## Input

----------

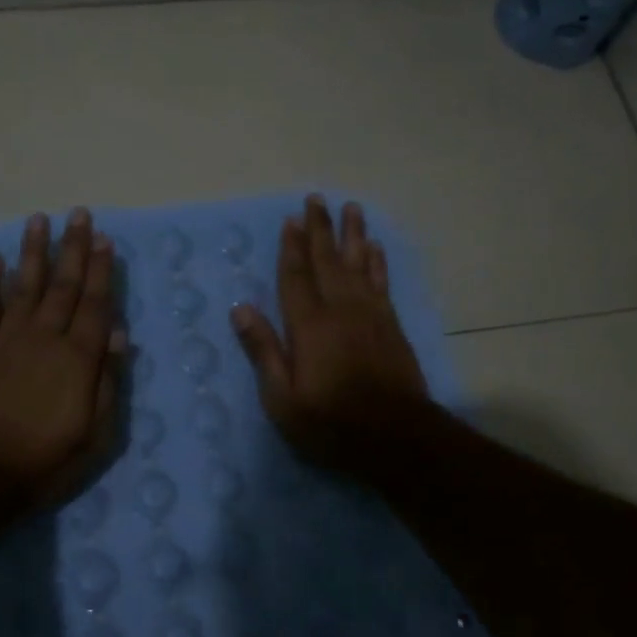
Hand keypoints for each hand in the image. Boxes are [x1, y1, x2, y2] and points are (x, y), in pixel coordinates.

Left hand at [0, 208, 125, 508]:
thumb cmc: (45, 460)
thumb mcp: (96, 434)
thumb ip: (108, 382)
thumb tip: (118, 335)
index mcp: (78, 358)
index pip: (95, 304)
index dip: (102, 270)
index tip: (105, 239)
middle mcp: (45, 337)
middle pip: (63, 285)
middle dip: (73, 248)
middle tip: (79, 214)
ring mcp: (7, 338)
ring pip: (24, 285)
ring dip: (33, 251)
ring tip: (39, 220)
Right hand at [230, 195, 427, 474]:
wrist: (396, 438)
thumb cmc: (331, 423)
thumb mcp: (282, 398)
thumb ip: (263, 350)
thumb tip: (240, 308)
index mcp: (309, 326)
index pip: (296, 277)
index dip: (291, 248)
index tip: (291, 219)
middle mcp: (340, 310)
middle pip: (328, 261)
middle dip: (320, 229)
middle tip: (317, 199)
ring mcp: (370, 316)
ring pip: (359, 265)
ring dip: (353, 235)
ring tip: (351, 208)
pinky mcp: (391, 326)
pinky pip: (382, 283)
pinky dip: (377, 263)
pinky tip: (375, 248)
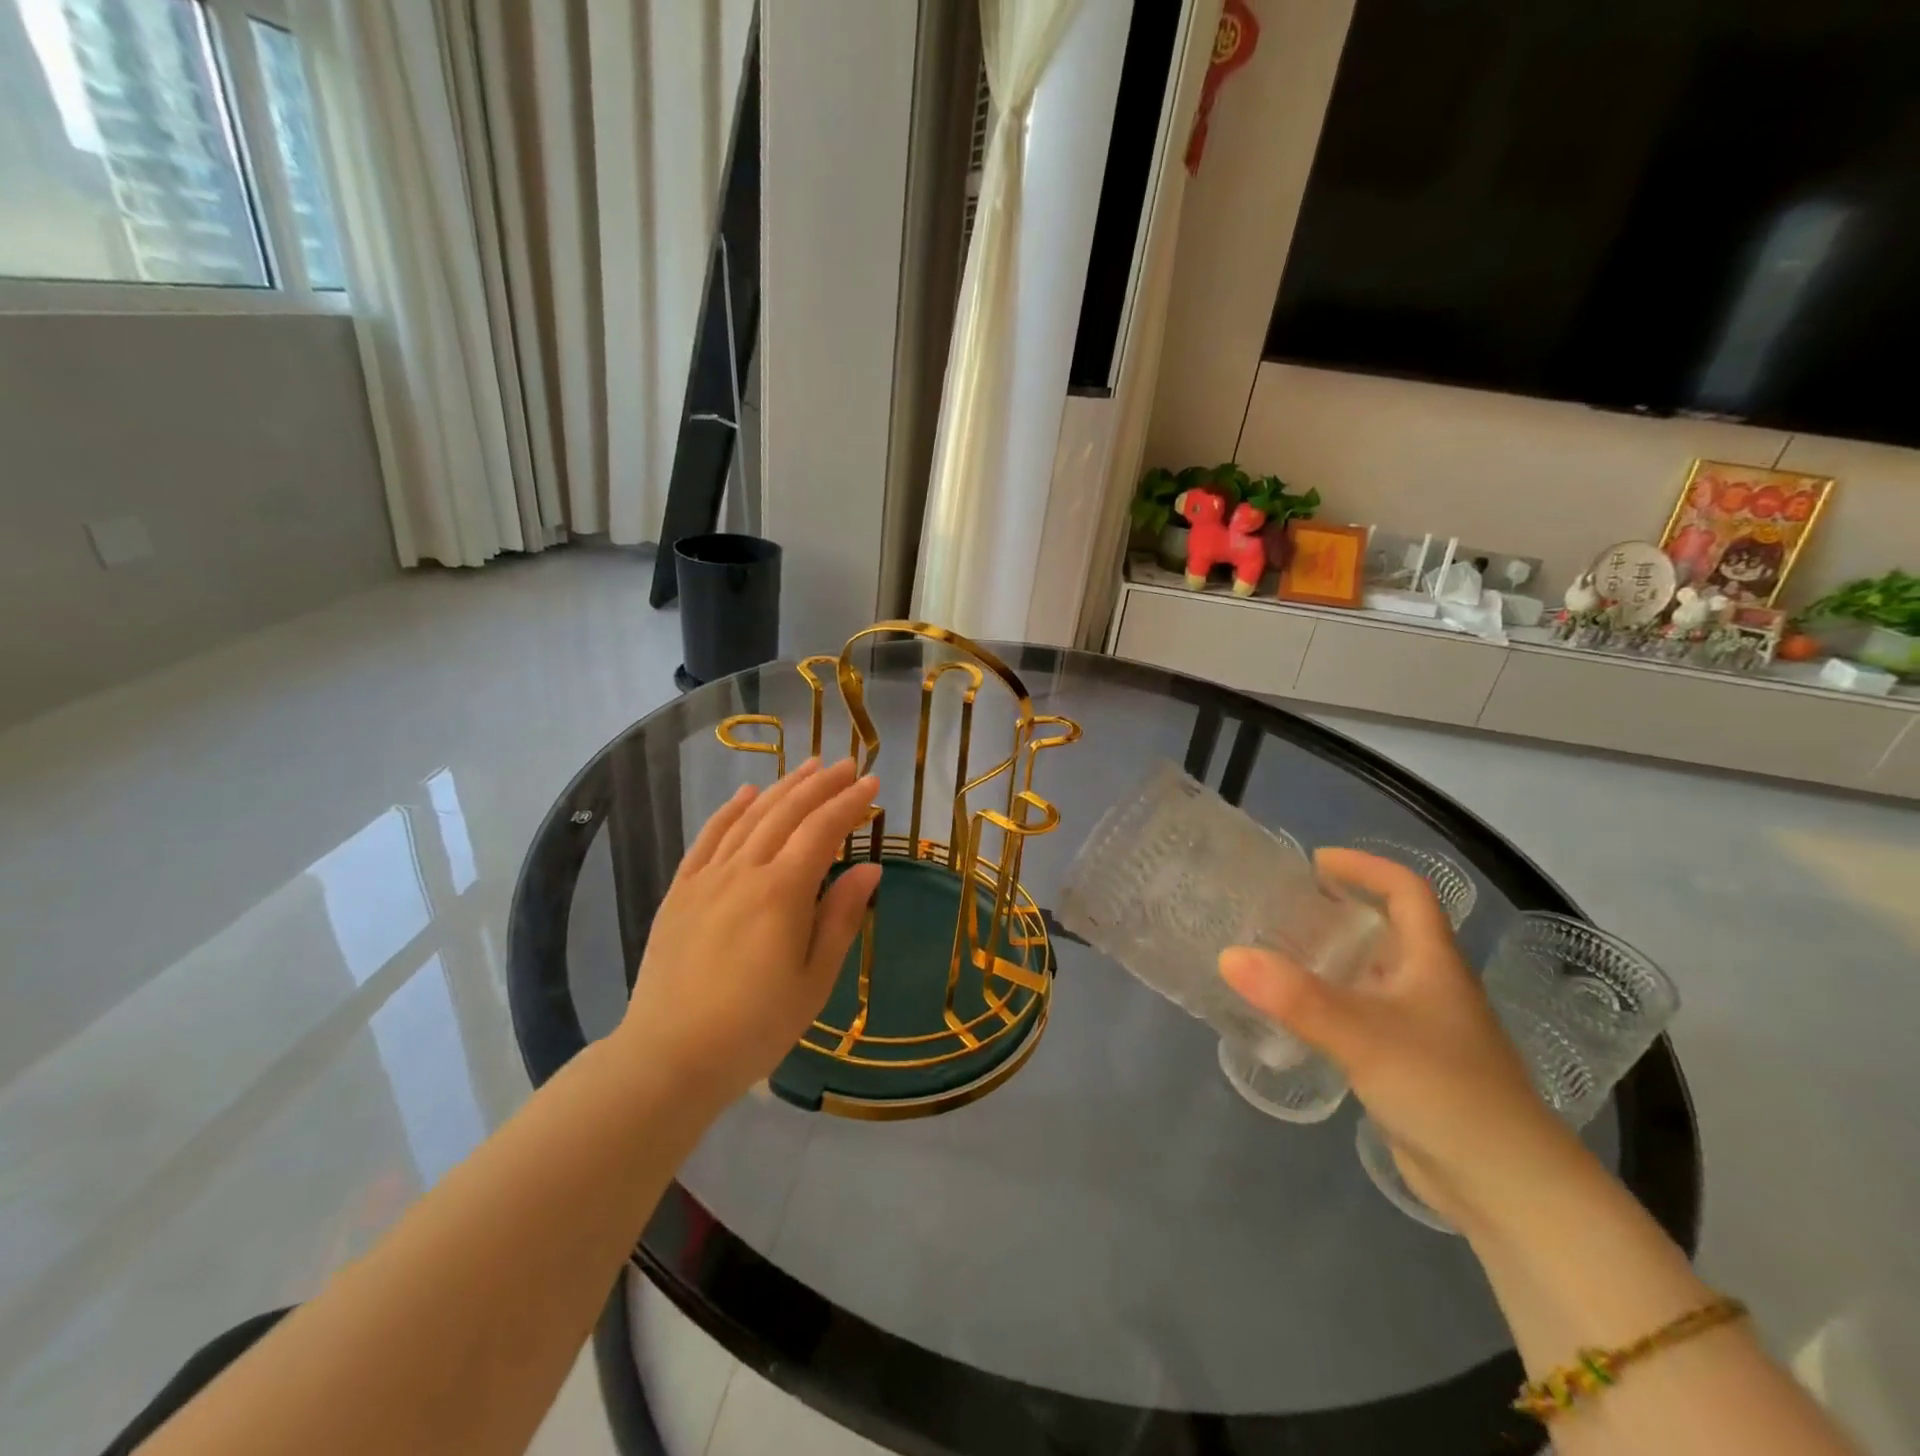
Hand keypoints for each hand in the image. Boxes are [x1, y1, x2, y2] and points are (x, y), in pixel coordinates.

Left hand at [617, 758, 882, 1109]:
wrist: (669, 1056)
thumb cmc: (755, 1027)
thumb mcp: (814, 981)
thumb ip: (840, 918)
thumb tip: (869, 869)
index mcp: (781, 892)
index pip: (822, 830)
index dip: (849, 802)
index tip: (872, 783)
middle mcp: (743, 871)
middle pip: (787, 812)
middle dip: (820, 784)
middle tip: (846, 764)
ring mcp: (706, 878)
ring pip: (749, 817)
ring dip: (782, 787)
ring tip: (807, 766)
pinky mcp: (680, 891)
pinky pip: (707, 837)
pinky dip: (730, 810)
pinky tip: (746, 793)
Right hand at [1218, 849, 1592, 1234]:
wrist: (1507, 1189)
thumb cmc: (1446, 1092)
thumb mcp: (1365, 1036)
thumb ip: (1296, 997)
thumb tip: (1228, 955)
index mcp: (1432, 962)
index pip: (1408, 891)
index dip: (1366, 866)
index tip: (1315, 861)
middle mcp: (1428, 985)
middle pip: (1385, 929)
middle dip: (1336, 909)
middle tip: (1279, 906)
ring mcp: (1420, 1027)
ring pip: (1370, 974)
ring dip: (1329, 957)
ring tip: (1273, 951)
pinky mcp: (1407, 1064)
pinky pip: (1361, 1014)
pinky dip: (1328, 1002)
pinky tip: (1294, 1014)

----------

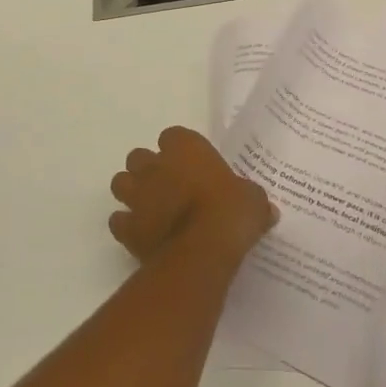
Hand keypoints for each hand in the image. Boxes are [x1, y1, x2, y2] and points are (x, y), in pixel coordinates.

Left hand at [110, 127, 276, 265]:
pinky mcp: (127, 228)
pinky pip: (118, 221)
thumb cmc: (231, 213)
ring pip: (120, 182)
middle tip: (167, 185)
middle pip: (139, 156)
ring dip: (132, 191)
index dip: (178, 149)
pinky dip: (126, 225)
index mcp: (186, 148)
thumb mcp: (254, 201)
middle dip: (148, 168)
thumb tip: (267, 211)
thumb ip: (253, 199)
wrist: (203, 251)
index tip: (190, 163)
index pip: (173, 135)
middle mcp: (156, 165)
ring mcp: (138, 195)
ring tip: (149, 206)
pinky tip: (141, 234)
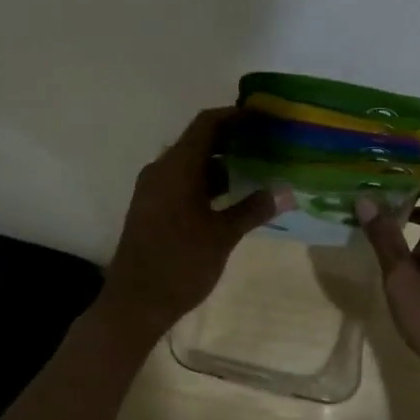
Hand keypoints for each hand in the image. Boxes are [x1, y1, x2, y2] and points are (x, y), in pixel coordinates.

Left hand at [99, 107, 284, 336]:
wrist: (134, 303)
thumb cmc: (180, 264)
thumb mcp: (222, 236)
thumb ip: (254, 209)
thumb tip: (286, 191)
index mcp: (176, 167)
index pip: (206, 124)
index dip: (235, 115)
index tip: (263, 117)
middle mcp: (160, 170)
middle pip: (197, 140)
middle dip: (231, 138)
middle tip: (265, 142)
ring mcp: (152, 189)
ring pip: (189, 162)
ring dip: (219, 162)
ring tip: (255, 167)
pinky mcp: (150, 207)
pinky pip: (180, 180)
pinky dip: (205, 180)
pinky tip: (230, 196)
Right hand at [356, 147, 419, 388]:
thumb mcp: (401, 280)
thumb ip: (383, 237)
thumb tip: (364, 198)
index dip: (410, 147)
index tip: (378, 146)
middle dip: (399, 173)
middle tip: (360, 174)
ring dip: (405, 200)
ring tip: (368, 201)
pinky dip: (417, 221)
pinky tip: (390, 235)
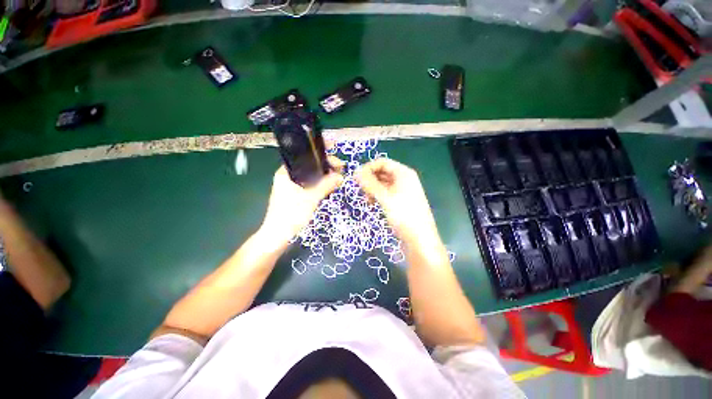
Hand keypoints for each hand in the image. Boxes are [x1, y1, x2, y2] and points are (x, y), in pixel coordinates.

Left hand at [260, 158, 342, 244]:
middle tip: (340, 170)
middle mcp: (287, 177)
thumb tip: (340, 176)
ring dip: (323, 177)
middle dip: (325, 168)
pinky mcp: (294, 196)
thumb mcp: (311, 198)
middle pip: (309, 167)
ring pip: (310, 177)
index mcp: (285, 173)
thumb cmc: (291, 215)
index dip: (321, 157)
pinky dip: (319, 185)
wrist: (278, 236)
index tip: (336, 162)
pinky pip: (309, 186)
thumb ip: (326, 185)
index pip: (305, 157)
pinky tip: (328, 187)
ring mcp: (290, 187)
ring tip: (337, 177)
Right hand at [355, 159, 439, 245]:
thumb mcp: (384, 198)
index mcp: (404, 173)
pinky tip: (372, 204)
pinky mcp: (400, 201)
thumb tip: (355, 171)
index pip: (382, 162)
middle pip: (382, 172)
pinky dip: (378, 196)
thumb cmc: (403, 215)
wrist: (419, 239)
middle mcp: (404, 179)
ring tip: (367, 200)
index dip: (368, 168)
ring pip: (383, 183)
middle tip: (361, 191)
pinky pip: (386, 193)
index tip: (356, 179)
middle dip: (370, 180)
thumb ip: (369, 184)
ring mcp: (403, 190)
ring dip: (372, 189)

----------

In the listing above, find the line with "thumb mcp: (311, 198)" and the line with "wrist: (419, 239)", then print exactly those two lines and every line between them, and nothing more.

## Reply to the task
thumb mcp: (311, 198)
middle pip: (309, 167)
ring pip: (310, 177)
index mcp: (285, 173)
thumb cmc: (291, 215)
index dip: (321, 157)
pinky dip: (319, 185)
wrist: (278, 236)
index tip: (336, 162)
pinky pip: (309, 186)
thumb ip: (326, 185)
index pip: (305, 157)
pinky tip: (328, 187)
ring mcp: (290, 187)
ring tip: (337, 177)
Right hand at [355, 159, 439, 245]:
thumb mcp: (384, 198)
index mcp: (404, 173)
pinky tip: (372, 204)
pinky mcp: (400, 201)
thumb tip: (355, 171)
index pip: (382, 162)
middle pip: (382, 172)
pinky dip: (378, 196)
thumb cmc: (403, 215)
wrist: (419, 239)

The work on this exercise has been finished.